§ **SUPPLIED ENTRIES**:
★ ★ ★ ★ ★

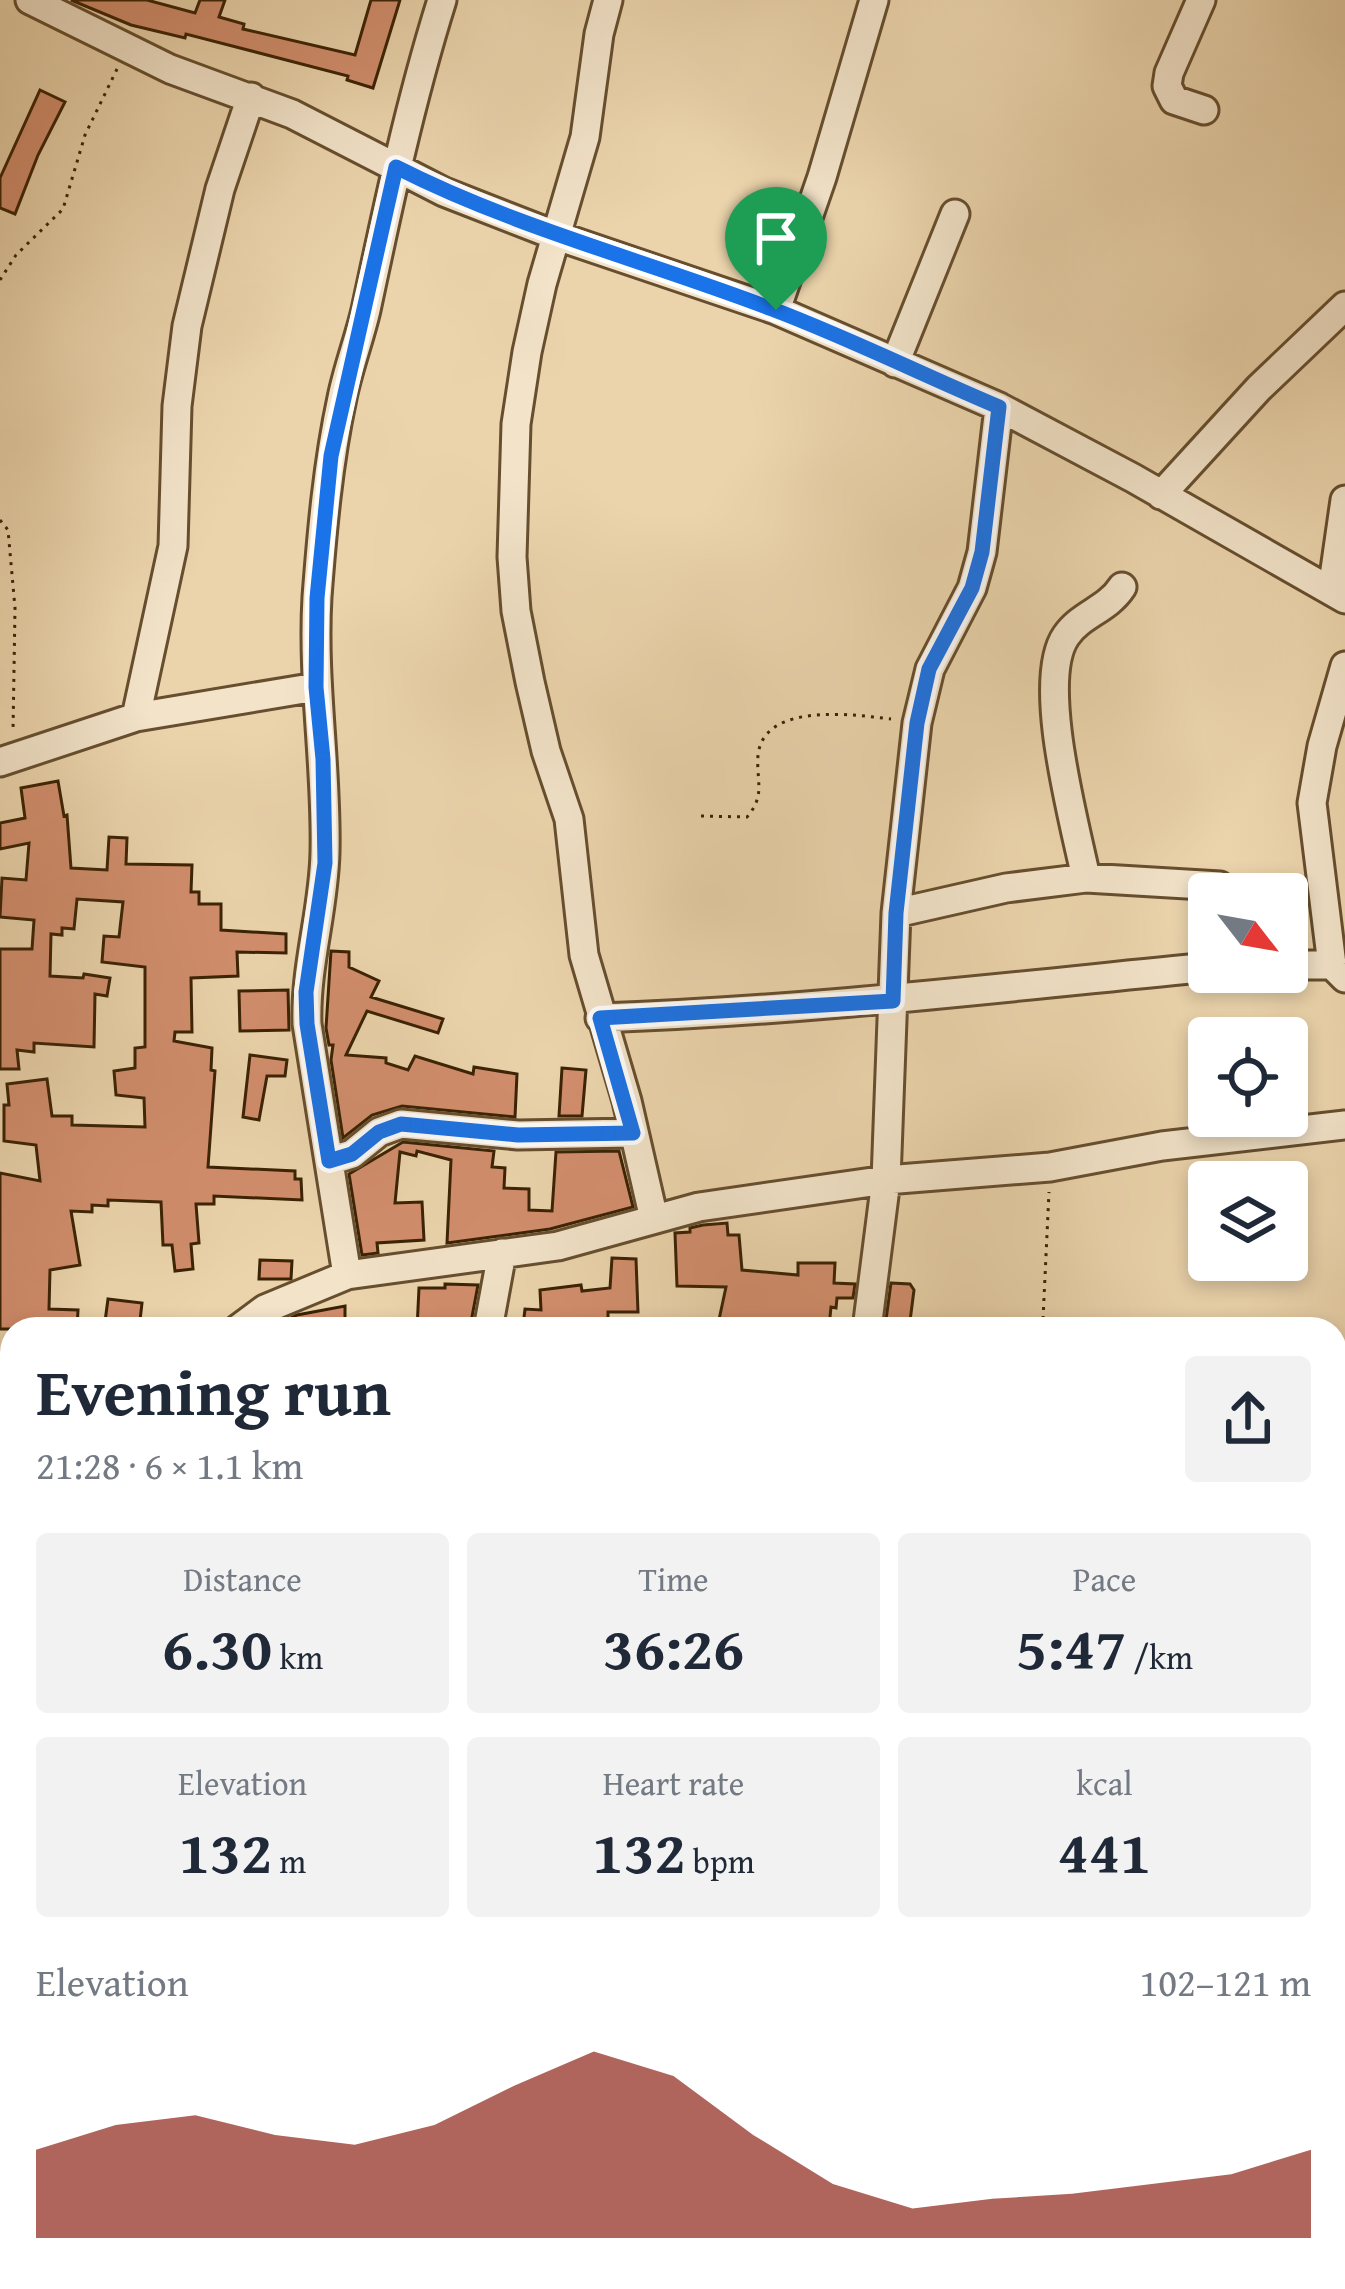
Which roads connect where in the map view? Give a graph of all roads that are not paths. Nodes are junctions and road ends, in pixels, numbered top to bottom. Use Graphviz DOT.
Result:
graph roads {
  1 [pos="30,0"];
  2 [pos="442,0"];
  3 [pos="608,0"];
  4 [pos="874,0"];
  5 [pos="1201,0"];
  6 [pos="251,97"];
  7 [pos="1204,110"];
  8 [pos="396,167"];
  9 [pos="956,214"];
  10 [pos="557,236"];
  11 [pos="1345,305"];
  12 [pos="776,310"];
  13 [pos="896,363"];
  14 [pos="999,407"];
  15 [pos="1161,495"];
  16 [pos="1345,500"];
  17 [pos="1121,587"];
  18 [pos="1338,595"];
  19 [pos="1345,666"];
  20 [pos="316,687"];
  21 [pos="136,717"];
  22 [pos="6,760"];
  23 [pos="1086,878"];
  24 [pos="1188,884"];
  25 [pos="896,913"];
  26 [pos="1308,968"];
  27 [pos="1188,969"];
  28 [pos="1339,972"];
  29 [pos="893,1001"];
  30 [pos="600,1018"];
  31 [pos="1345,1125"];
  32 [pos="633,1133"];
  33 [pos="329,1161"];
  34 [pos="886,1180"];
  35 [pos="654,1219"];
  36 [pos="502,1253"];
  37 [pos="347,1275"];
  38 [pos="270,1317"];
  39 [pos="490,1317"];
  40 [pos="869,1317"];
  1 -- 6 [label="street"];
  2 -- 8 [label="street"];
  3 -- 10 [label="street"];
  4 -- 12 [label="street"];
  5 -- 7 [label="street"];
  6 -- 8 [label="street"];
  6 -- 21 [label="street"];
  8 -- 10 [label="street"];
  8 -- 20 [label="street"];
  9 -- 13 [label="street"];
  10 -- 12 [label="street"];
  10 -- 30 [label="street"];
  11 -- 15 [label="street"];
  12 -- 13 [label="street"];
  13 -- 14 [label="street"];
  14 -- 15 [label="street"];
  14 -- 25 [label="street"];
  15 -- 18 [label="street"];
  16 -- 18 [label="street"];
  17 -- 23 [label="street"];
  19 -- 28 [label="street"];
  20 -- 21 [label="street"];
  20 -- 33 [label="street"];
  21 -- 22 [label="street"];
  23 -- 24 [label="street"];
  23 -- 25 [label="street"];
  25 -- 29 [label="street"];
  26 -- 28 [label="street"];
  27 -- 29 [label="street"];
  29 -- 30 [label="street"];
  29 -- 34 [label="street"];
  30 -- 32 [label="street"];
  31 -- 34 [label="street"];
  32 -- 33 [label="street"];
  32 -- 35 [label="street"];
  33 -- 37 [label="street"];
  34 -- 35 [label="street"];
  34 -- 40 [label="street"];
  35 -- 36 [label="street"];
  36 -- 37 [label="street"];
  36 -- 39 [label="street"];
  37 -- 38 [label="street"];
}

★ ★ ★ ★ ★

§ **TASK**: Could you output the lines above exactly, with no pictures included?

§ **RESPONSE BOX**:
Which roads connect where in the map view? Give a graph of all roads that are not paths. Nodes are junctions and road ends, in pixels, numbered top to bottom. Use Graphviz DOT.
Result:
graph roads {
  1 [pos="30,0"];
  2 [pos="442,0"];
  3 [pos="608,0"];
  4 [pos="874,0"];
  5 [pos="1201,0"];
  6 [pos="251,97"];
  7 [pos="1204,110"];
  8 [pos="396,167"];
  9 [pos="956,214"];
  10 [pos="557,236"];
  11 [pos="1345,305"];
  12 [pos="776,310"];
  13 [pos="896,363"];
  14 [pos="999,407"];
  15 [pos="1161,495"];
  16 [pos="1345,500"];
  17 [pos="1121,587"];
  18 [pos="1338,595"];
  19 [pos="1345,666"];
  20 [pos="316,687"];
  21 [pos="136,717"];
  22 [pos="6,760"];
  23 [pos="1086,878"];
  24 [pos="1188,884"];
  25 [pos="896,913"];
  26 [pos="1308,968"];
  27 [pos="1188,969"];
  28 [pos="1339,972"];
  29 [pos="893,1001"];
  30 [pos="600,1018"];
  31 [pos="1345,1125"];
  32 [pos="633,1133"];
  33 [pos="329,1161"];
  34 [pos="886,1180"];
  35 [pos="654,1219"];
  36 [pos="502,1253"];
  37 [pos="347,1275"];
  38 [pos="270,1317"];
  39 [pos="490,1317"];
  40 [pos="869,1317"];
  1 -- 6 [label="street"];
  2 -- 8 [label="street"];
  3 -- 10 [label="street"];
  4 -- 12 [label="street"];
  5 -- 7 [label="street"];
  6 -- 8 [label="street"];
  6 -- 21 [label="street"];
  8 -- 10 [label="street"];
  8 -- 20 [label="street"];
  9 -- 13 [label="street"];
  10 -- 12 [label="street"];
  10 -- 30 [label="street"];
  11 -- 15 [label="street"];
  12 -- 13 [label="street"];
  13 -- 14 [label="street"];
  14 -- 15 [label="street"];
  14 -- 25 [label="street"];
  15 -- 18 [label="street"];
  16 -- 18 [label="street"];
  17 -- 23 [label="street"];
  19 -- 28 [label="street"];
  20 -- 21 [label="street"];
  20 -- 33 [label="street"];
  21 -- 22 [label="street"];
  23 -- 24 [label="street"];
  23 -- 25 [label="street"];
  25 -- 29 [label="street"];
  26 -- 28 [label="street"];
  27 -- 29 [label="street"];
  29 -- 30 [label="street"];
  29 -- 34 [label="street"];
  30 -- 32 [label="street"];
  31 -- 34 [label="street"];
  32 -- 33 [label="street"];
  32 -- 35 [label="street"];
  33 -- 37 [label="street"];
  34 -- 35 [label="street"];
  34 -- 40 [label="street"];
  35 -- 36 [label="street"];
  36 -- 37 [label="street"];
  36 -- 39 [label="street"];
  37 -- 38 [label="street"];
}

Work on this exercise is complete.